My days of always trying to solve the presenting problem by taking deep dives "under the hood," with no guarantee that those will yield fruit, are over.
The world is different than it was back then. Reinstalling Windows 98 from scratch, backing up and restoring all those programs, dealing with driver issues, etc. was a huge pain in the butt that could literally take all day. It was worth investing an hour or two to try and "fix" the issue with the operating system. I can load a Windows 10 image on an SSD in literally 5 minutes. Unless they've got EXPENSIVE software that can't be replaced, I'm re-imaging the system after backing up the important data.
Now it's about fixing what's broken with maximum speed and minimal cost.
This is my goal as well. I might charge a lot of money for my services, but that just means that doing things quickly is even more important. Most systems I spend 30-60 minutes on and I make an average of $370 or close to it (I'm too lazy to look it up right now). I'm not going to spend 2-3 hours on a system without charging 2-3x my hourly average. Doing so would be stupid. I replaced a DC jack on a Dell laptop today. Charged $350. Part cost me $11. Took about 30 minutes including interacting with the client, ordering the part, and installing it.
I'm not going to muck around in Windows for 2 hours trying to find rootkits or trying to fix the start menu unless someone is paying me at LEAST $500 for it.

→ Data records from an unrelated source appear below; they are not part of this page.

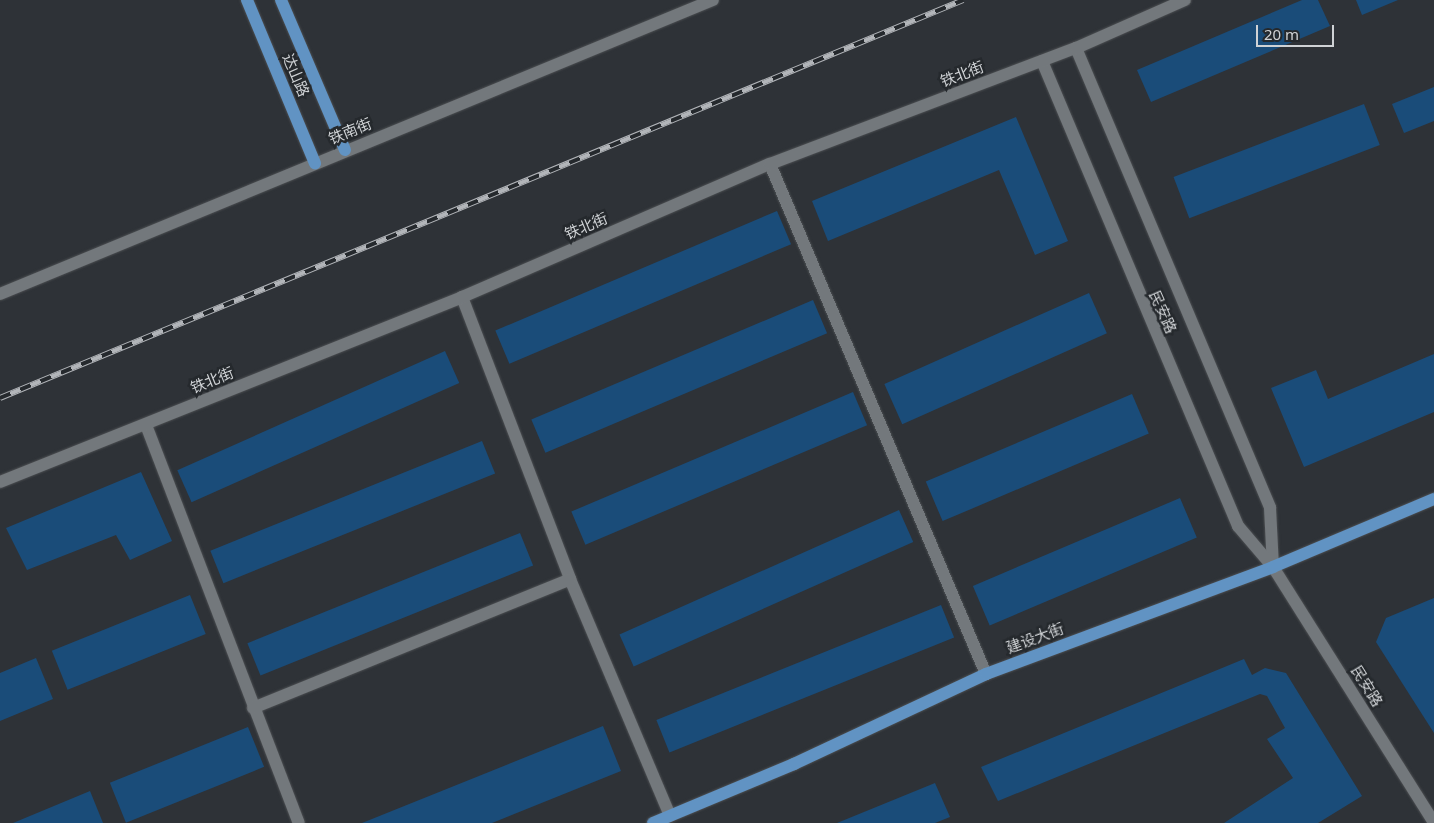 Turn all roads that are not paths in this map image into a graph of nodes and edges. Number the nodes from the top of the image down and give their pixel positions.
1 (247, 0) edge
2 (281, 0) edge
3 (713, 0) edge
4 (1185, 0) edge
5 (1076, 48) junction
6 (1042, 61) junction
7 (345, 150) junction
8 (315, 163) junction
9 (770, 164) junction
10 (0, 294) edge
11 (462, 297) junction
12 (146, 425) junction
13 (0, 482) edge
14 (1434, 499) edge
15 (1273, 566) junction
16 (570, 579) junction
17 (986, 674) junction
18 (253, 708) junction
19 (670, 816) junction
20 (299, 823) edge
21 (653, 823) edge
22 (1434, 823) edge

1 - 8 main road, 达山路
2 - 7 main road, 达山路
3 - 7 street, 铁南街
4 - 5 street, 铁北街
5 - 6 street, 铁北街
5 - 15 street, 民安路
6 - 9 street, 铁北街
6 - 15 street, 民安路
7 - 8 street, 铁南街
8 - 10 street, 铁南街
9 - 11 street, 铁北街
9 - 17 street
11 - 12 street, 铁北街
11 - 16 street
12 - 13 street, 铁北街
12 - 18 street
14 - 15 main road, 建设大街
15 - 17 main road, 建设大街
15 - 22 street, 民安路
16 - 18 street
16 - 19 street
17 - 19 main road, 建设大街
18 - 20 street
19 - 21 main road, 建设大街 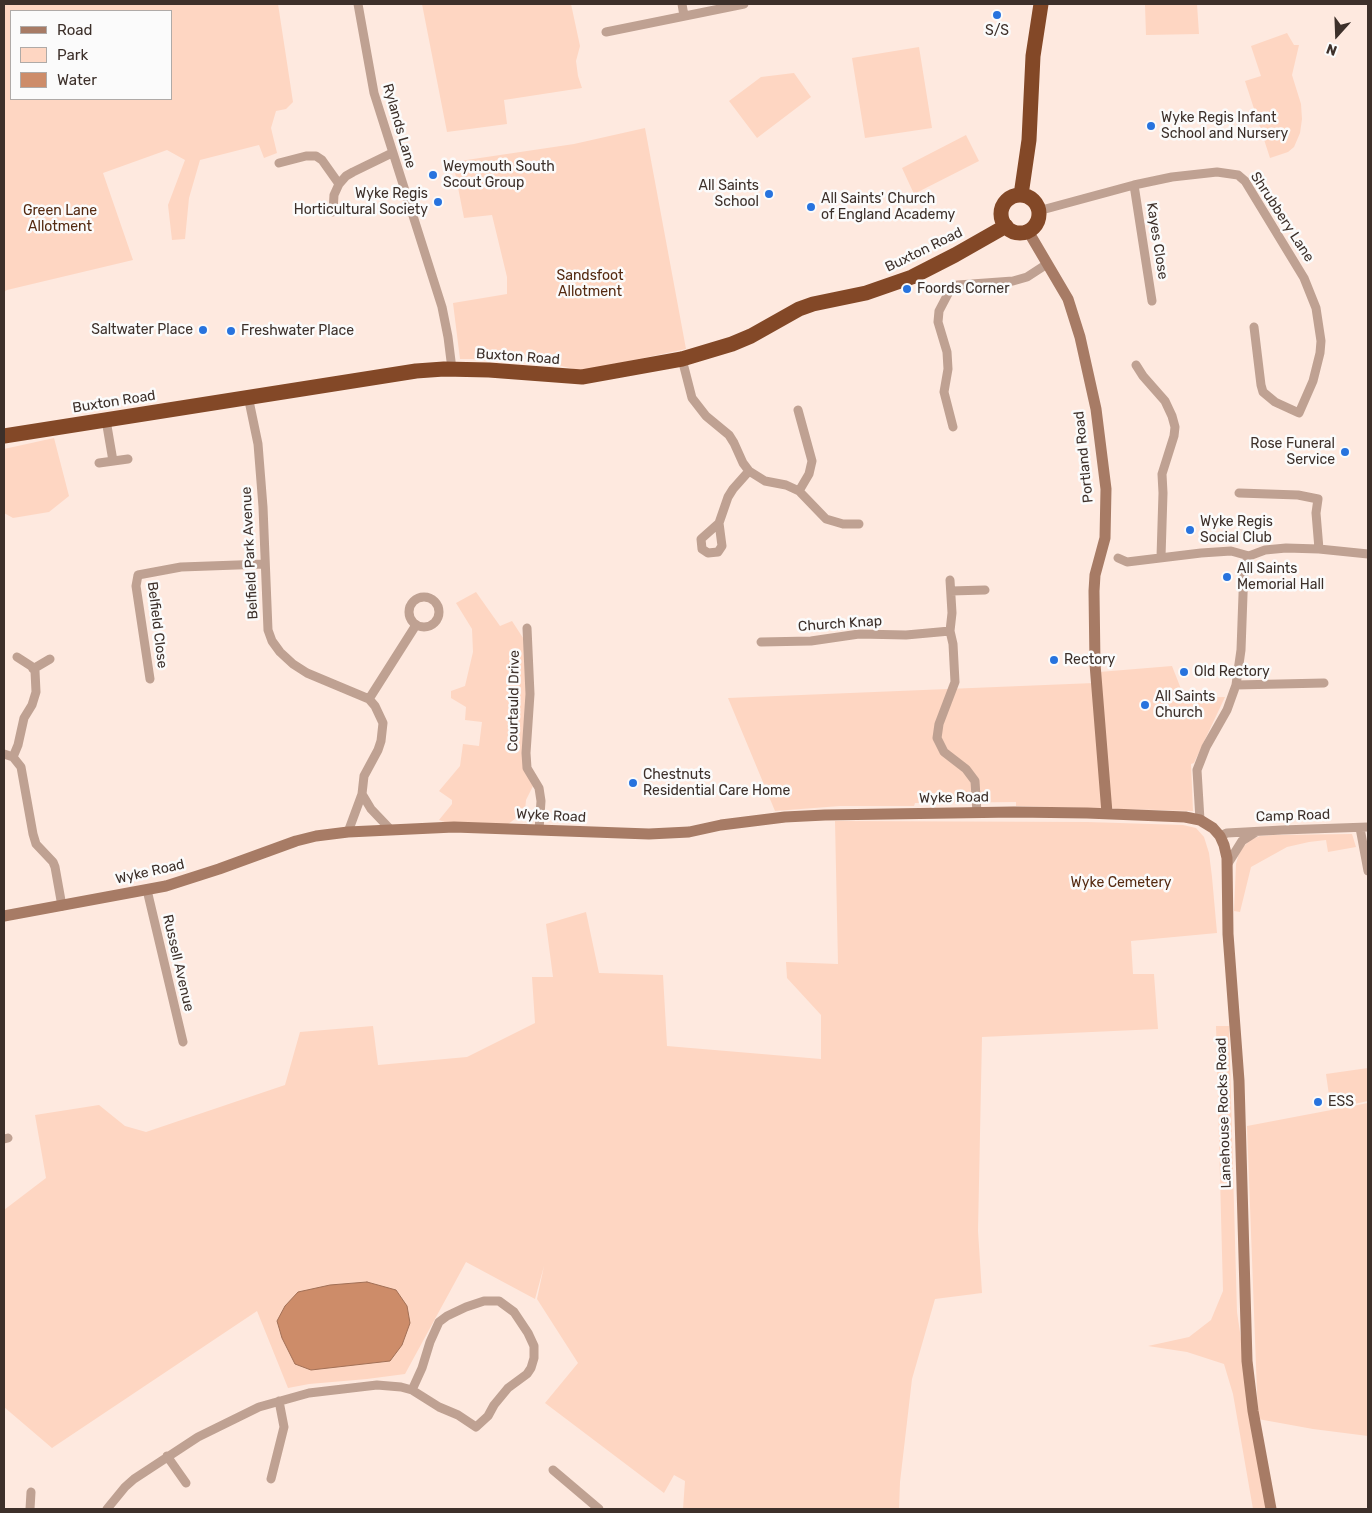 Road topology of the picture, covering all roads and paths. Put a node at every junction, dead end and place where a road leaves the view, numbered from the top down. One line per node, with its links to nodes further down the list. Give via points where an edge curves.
1 (358, 4): 7 (street, Rylands Lane, via 372,83)
2 (682, 4): 5 (street)
3 (744, 4): 5 (street)
4 (1042, 4): 11 (highway, via 1033,56 1029,140)
5 (684, 16): 6 (street)
6 (606, 32)
7 (392, 153): 9 (street, via 352,172); 21 (street, Rylands Lane, via 442,307)
8 (279, 163): 9 (street, via 316,156)
9 (339, 184): 13 (street, via 334,195)
10 (1134, 185): 12 (street, Shrubbery Lane); 17 (street, Kayes Close); 18 (street, Shrubbery Lane, via 1210,172 1238,175 1245,181 1304,278 1316,308 1320,353 1313,381 1299,413 1275,402 1264,392)
11 (1021, 195): 12 (highway, via 1034,202); 14 (highway, via 1005,202 1001,214)
12 (1038, 211): 15 (highway, via 1037,222)
13 (334, 212)
14 (1006, 226): 15 (highway, via 1019,232); 19 (highway, Buxton Road, via 912,277 866,293 813,304 742,340)
15 (1028, 230): 16 (main road, Portland Road)
16 (1048, 264): 25 (street, via 1027,277 1013,281 958,285 950,290 939,311 938,322 948,357 944,392); 59 (main road, Portland Road, via 1068,299 1080,336 1096,410 1105,481 1104,538 1094,591)
17 (1152, 301)
18 (1254, 327)
19 (682, 359): 21 (highway, Buxton Road, via 582,377); 30 (street, via 692,398 706,416 729,435)
20 (1136, 364): 38 (street, via 1165,401 1175,428 1162,474)
21 (452, 369): 22 (highway, Buxton Road, via 391,374)
22 (248, 396): 24 (highway, Buxton Road); 40 (street, Belfield Park Avenue, via 258,444)
23 (798, 410): 31 (street, via 812,461)
24 (106, 420): 26 (highway, Buxton Road); 28 (street)
25 (953, 427)
26 (4, 436)
27 (128, 459): 28 (street)
28 (113, 461): 29 (street)
29 (99, 463)
30 (749, 471): 31 (street, via 765,481); 33 (street, via 728,497)
31 (799, 491): 34 (street, via 826,519)
32 (1239, 493): 35 (street, via 1318,499)
33 (718, 523)
34 (859, 524)
35 (1319, 549): 36 (street); 37 (street, via 1277,549)
36 (1368, 554)
37 (1249, 556): 38 (street, via 1231,552); 53 (street, via 1244,567 1241,650)
38 (1161, 557): 39 (street, via 1127,562)
39 (1118, 558)
40 (265, 564): 51 (street, Belfield Close, via 181,567 138,575 136,586); 54 (street, Belfield Park Avenue, via 268,630 280,652 307,673)
41 (950, 580): 43 (street)
42 (986, 590): 43 (street)
43 (950, 591): 46 (street)
44 (416, 625): 54 (street)
45 (527, 628): 63 (street, Courtauld Drive, via 530,694 526,753 527,768 539,788)
46 (950, 631): 47 (street, Church Knap); 58 (street, via 955,682 937,738 944,752 966,769 975,781)
47 (761, 642)
48 (17, 658): 50 (street)
49 (50, 659): 50 (street)
50 (33, 669): 56 (street, via 36,696 24,718)
51 (150, 680)
52 (1324, 683): 53 (street)
53 (1236, 685): 60 (street, via 1197,770)
54 (369, 699): 57 (street, via 380,714 383,731 378,750 364,776)
55 (4, 754): 56 (street)
56 (13, 757): 70 (street, via 23,770 34,839 53,862)
57 (362, 794): 62 (street); 65 (street)
58 (977, 813): 59 (main road, Wyke Road); 63 (main road, Wyke Road, via 825,814 656,834)
59 (1106, 813): 60 (main road)
60 (1200, 820): 66 (main road)
61 (1364, 828): 64 (street, Camp Road); 68 (street)
62 (391, 830): 63 (main road, Wyke Road, via 454,827); 65 (main road, Wyke Road)
63 (540, 830)
64 (1258, 831): 66 (street, Camp Road); 67 (street, via 1242,842)
65 (348, 832): 69 (main road, Wyke Road, via 296,841 196,877)
66 (1220, 836): 67 (main road, Lanehouse Rocks Road)
67 (1228, 865): 83 (main road, Lanehouse Rocks Road, via 1228,934 1239,1081 1247,1362)
68 (1368, 871)
69 (147, 890): 70 (main road, Wyke Road); 72 (street, Russell Avenue)
70 (62, 906): 71 (main road, Wyke Road)
71 (4, 916)
72 (183, 1042)
73 (412, 1390): 73 (street, via 440,1322 466,1306 499,1301 514,1312 534,1346 534,1358 527,1374 508,1388 488,1416 476,1426); 74 (street, via 377,1386 309,1393)
74 (279, 1400): 75 (street, via 198,1437); 77 (street, via 284,1427)
75 (167, 1456): 78 (street); 81 (street, via 130,1483)
76 (553, 1470): 82 (street)
77 (272, 1479)
78 (186, 1483)
79 (31, 1492): 80 (street)
80 (30, 1509)
81 (107, 1509)
82 (599, 1509)
83 (1271, 1509)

It's cheaper for me to spend 30 minutes re-imaging their system and getting them an SSD upgrade for $350, and they end up with a better computer in the end.
That's a big part of the reason I will not do anything that takes more than 5 minutes, max, as far as fixing issues with unsupported software.
I actually spent 2 hours trying to get the Adobe CS6 master suite to work with High Sierra. It was worth it to them because they don't want to have to spend $50/month on the software (I actually think the price is like $78/month or something now). It sucked nuts. I had to do a fresh install of El Capitan on a new SSD and upgrade it to High Sierra in order to get it to work.
I also had to do some workarounds to get Dragon Naturally Speaking to work in Mojave. They discontinued the software for Macs several years ago but this guy absolutely had to have it for his job. Paid me $400 to get it working.
Macs make me good money, but God, I freaking hate them. Apple designs their hardware and their software so that everything becomes obsolete almost instantly. They only support their OS for 1-2 years and then they make you upgrade to the new one, which is full of bugs and will only work on basically brand new hardware. 3rd and 4th gen i5/i7 systems are still perfectly usable for a PC and will work for 3-5+ years, but on a Mac it's "obsolete" and can't run the new software. This would be fine if Apple actually supported their old software, but they don't. These 4th gen MacBooks still go for close to $1,000 even though they're basically obsolete thanks to Apple's non-existent OS support. A 4th gen i7 Mac is basically just as obsolete as a Core 2 Duo PC. Worse actually because you can technically still run Windows 10 on a Core 2 Duo PC.